Task instructions: What is needed is a verbatim copy of each record below.

Joint position lists

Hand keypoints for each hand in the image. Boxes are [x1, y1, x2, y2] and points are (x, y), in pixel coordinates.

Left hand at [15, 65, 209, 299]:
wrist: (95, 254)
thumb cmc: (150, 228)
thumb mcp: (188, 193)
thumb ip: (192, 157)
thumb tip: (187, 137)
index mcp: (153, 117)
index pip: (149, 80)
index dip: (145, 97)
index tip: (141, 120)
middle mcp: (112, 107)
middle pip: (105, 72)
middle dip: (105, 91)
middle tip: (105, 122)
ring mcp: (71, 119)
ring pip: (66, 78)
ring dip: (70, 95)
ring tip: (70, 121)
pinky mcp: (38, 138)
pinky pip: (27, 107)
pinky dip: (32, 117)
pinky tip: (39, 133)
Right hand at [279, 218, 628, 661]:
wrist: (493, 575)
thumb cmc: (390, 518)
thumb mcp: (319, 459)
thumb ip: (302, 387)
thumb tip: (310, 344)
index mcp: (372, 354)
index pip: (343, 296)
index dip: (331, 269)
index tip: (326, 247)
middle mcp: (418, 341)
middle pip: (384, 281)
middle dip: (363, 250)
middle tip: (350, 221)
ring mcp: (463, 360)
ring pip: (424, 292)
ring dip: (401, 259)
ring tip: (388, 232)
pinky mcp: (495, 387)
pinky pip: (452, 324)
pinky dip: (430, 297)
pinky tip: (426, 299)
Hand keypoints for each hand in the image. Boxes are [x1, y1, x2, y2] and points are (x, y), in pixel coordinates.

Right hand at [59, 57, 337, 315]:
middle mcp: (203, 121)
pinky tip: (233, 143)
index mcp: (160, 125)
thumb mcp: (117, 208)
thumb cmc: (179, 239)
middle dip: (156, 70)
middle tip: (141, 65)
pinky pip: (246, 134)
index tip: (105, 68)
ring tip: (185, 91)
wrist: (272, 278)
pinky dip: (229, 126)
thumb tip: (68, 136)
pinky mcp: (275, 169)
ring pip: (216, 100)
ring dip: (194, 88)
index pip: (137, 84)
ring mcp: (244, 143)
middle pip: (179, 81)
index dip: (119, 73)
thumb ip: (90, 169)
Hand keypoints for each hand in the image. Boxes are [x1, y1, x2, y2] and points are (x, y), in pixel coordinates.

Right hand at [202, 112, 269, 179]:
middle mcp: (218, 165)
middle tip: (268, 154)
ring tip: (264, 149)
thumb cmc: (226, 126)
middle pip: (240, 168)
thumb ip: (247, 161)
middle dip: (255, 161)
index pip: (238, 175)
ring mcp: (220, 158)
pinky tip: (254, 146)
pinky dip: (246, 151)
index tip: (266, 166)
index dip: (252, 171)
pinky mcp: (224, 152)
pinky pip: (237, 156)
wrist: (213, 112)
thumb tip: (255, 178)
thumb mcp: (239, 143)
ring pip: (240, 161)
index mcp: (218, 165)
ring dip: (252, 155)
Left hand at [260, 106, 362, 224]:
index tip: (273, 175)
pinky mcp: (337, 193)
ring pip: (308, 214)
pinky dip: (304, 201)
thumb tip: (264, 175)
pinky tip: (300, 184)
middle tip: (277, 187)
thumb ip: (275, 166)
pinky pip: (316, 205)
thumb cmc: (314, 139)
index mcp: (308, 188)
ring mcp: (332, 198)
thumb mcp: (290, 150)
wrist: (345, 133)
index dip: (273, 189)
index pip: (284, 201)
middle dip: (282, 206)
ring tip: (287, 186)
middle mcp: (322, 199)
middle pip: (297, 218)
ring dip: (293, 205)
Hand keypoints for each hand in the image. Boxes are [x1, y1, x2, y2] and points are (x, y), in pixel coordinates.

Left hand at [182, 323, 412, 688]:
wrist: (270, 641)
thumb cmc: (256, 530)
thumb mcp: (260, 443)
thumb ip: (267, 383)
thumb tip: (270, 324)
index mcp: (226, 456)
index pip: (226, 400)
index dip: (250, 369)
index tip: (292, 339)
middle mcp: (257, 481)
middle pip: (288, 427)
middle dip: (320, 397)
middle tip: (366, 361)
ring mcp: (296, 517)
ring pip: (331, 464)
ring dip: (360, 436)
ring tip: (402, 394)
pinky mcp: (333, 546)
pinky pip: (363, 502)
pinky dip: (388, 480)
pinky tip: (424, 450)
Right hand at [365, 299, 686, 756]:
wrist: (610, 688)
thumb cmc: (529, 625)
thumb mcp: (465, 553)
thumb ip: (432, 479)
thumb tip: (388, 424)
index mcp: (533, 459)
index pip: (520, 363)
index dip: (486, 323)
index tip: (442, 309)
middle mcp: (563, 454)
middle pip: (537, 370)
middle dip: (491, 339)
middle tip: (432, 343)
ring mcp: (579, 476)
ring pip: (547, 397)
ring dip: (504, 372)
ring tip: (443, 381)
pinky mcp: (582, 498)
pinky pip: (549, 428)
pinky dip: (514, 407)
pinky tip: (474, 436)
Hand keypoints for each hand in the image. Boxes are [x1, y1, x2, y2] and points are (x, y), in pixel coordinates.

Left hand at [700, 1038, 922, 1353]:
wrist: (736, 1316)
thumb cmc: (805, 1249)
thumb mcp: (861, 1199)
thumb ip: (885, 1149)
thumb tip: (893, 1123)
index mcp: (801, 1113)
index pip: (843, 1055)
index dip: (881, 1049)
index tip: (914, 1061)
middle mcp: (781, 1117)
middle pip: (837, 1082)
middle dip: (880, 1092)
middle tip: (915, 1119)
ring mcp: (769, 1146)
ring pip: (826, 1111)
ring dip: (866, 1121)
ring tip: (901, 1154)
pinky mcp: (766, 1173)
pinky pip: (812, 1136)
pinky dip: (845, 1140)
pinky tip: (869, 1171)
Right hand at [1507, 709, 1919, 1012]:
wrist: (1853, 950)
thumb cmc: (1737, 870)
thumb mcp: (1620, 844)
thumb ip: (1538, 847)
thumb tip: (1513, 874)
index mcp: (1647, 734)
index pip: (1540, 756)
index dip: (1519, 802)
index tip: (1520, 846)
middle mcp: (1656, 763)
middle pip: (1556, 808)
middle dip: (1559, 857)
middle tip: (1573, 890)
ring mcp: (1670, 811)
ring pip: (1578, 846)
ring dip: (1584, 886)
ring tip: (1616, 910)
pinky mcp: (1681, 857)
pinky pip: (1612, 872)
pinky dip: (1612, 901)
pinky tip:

Worked solution:
Hand keypoints for each hand in the image. Boxes are [x1, y1, x2, y2] and points are (x, y), in pixel coordinates.

Left hand at [15, 65, 209, 299]:
wrist: (95, 254)
thumb cmc: (150, 228)
thumb mcp: (188, 193)
thumb ip: (192, 157)
thumb tip: (187, 137)
index mcp: (153, 117)
index pip: (149, 80)
index dip: (145, 97)
index tip: (141, 120)
middle mcp: (112, 107)
middle pip: (105, 72)
middle dip: (105, 91)
middle tip: (105, 122)
ring mcp: (71, 119)
ring pip: (66, 78)
ring dip: (70, 95)
ring tip: (70, 121)
pinky mcp: (38, 138)
pinky pip: (27, 107)
pinky dip: (32, 117)
pinky tip: (39, 133)
Right hand at [279, 218, 628, 661]:
wrist: (493, 575)
thumb cmc: (390, 518)
thumb mcp: (319, 459)
thumb ip: (302, 387)
thumb tip: (310, 344)
index mcp: (372, 354)
index pip: (343, 296)
index dip: (331, 269)
index tip: (326, 247)
middle mcp: (418, 341)
middle pip: (384, 281)
middle dip: (363, 250)
middle tip: (350, 221)
ring mcp: (463, 360)
ring pip: (424, 292)
ring dip: (401, 259)
ring tip: (388, 232)
pinky mcp: (495, 387)
pinky pip: (452, 324)
pinky dip: (430, 297)
pinky tip: (426, 299)
Hand keypoints for each hand in the image. Boxes are [x1, y1, x2, y2] and points are (x, y), in pixel coordinates.

Right hand at [59, 57, 337, 315]:
middle mcp: (203, 121)
pinky tip: (233, 143)
index mcp: (160, 125)
thumb mcp: (117, 208)
thumb cmc: (179, 239)
middle dip: (156, 70)
middle tip: (141, 65)
pinky pip: (246, 134)
index tip: (105, 68)
ring tip: (185, 91)
wrist: (272, 278)
pinky dip: (229, 126)
thumb tip: (68, 136)
pinky mcp: (275, 169)
ring pip: (216, 100)
ring dip: (194, 88)
index pip: (137, 84)
ring mcp: (244, 143)
middle pip: (179, 81)
index dip: (119, 73)
thumb ip: (90, 169)
Hand keypoints for each hand in the image. Boxes are [x1, y1, x2, y2] and points are (x, y), in pixel coordinates.

Right hand at [202, 112, 269, 179]:
middle mcp: (218, 165)
middle tip: (268, 154)
ring tip: (264, 149)
thumb cmc: (226, 126)
middle pip: (240, 168)
thumb ip: (247, 161)
middle dip: (255, 161)
index pip: (238, 175)
ring mcp: (220, 158)
pinky tip: (254, 146)
pinky dip: (246, 151)
index tip: (266, 166)
index dip: (252, 171)
pinky mcp: (224, 152)
pinky pip: (237, 156)
wrist: (213, 112)
thumb tip: (255, 178)
thumb mcp: (239, 143)
ring pip: (240, 161)
index mcp: (218, 165)
ring dip: (252, 155)
Left hand at [260, 106, 362, 224]:
index tip: (273, 175)
pinky mcp: (337, 193)
ring pip: (308, 214)
pinky dip: (304, 201)
thumb tip: (264, 175)
pinky tip: (300, 184)
middle tip: (277, 187)
thumb ip: (275, 166)
pinky pip: (316, 205)
thumb cmc: (314, 139)
index mcp: (308, 188)
ring mcp: (332, 198)
thumb mcp: (290, 150)
wrist: (345, 133)
index dip: (273, 189)
index pip: (284, 201)
middle dip: (282, 206)
ring tip: (287, 186)
middle mcp: (322, 199)
middle pip: (297, 218)
ring dip: (293, 205)
Hand keypoints for each hand in the image. Boxes are [x1, y1, x2, y2] and points are (x, y), in pixel coordinates.

Left hand at [182, 323, 412, 688]:
wrist: (270, 641)
thumb cmc: (256, 530)
thumb mcp: (260, 443)
thumb ip: (267, 383)
thumb tip: (270, 324)
index mcp: (226, 456)
index pip: (226, 400)
index dip: (250, 369)
index tip: (292, 339)
middle mcp: (257, 481)
middle pip: (288, 427)
middle dip: (320, 397)
middle tip: (366, 361)
ring mcp: (296, 517)
ring pip: (331, 464)
ring dip: (360, 436)
ring tip: (402, 394)
pinky mcp: (333, 546)
pinky pip: (363, 502)
pinky dip: (388, 480)
pinky tip: (424, 450)
Right hand at [365, 299, 686, 756]:
wrist: (610, 688)
thumb cmc: (529, 625)
thumb mcp: (465, 553)
thumb ip: (432, 479)
thumb tip: (388, 424)
index mcp: (533, 459)
index pip: (520, 363)
index dip: (486, 323)
index tip: (442, 309)
middle mcp: (563, 454)
middle pip: (537, 370)
middle dip: (491, 339)
middle tip: (432, 343)
ring mcp: (579, 476)
ring pip: (547, 397)
ring dip: (504, 372)
ring tip: (443, 381)
pinky mcp: (582, 498)
pinky pip: (549, 428)
pinky dip: (514, 407)
pinky tip: (474, 436)
Hand keypoints for each hand in the image. Boxes are [x1, y1, x2, y2] and points are (x, y), in pixel coordinates.

Left hand at [700, 1038, 922, 1353]:
wrist: (736, 1316)
thumb cmc: (805, 1249)
thumb mcp: (861, 1199)
thumb ip: (885, 1149)
thumb tip: (893, 1123)
index mcp: (801, 1113)
index pip: (843, 1055)
index dip: (881, 1049)
index tip: (914, 1061)
middle mcp: (781, 1117)
middle pip: (837, 1082)
middle dip: (880, 1092)
middle tip: (915, 1119)
ring mcp: (769, 1146)
ring pip: (826, 1111)
ring dip: (866, 1121)
ring tip: (901, 1154)
pinky mcp: (766, 1173)
pinky pip: (812, 1136)
pinky dip: (845, 1140)
pinky tip: (869, 1171)
Right hand at [1507, 709, 1919, 1012]:
wrist: (1853, 950)
thumb cmc: (1737, 870)
thumb mcp: (1620, 844)
thumb ip: (1538, 847)
thumb tip: (1513, 874)
index mcp: (1647, 734)
index pip: (1540, 756)
index dip: (1519, 802)
index tip: (1520, 846)
middle mcp: (1656, 763)
middle pip: (1556, 808)
middle dip: (1559, 857)
middle tip: (1573, 890)
ring mcp: (1670, 811)
ring pip: (1578, 846)
ring dip: (1584, 886)
ring tip: (1616, 910)
pinky mcp: (1681, 857)
pinky pip: (1612, 872)
pinky dip: (1612, 901)
pinky tip:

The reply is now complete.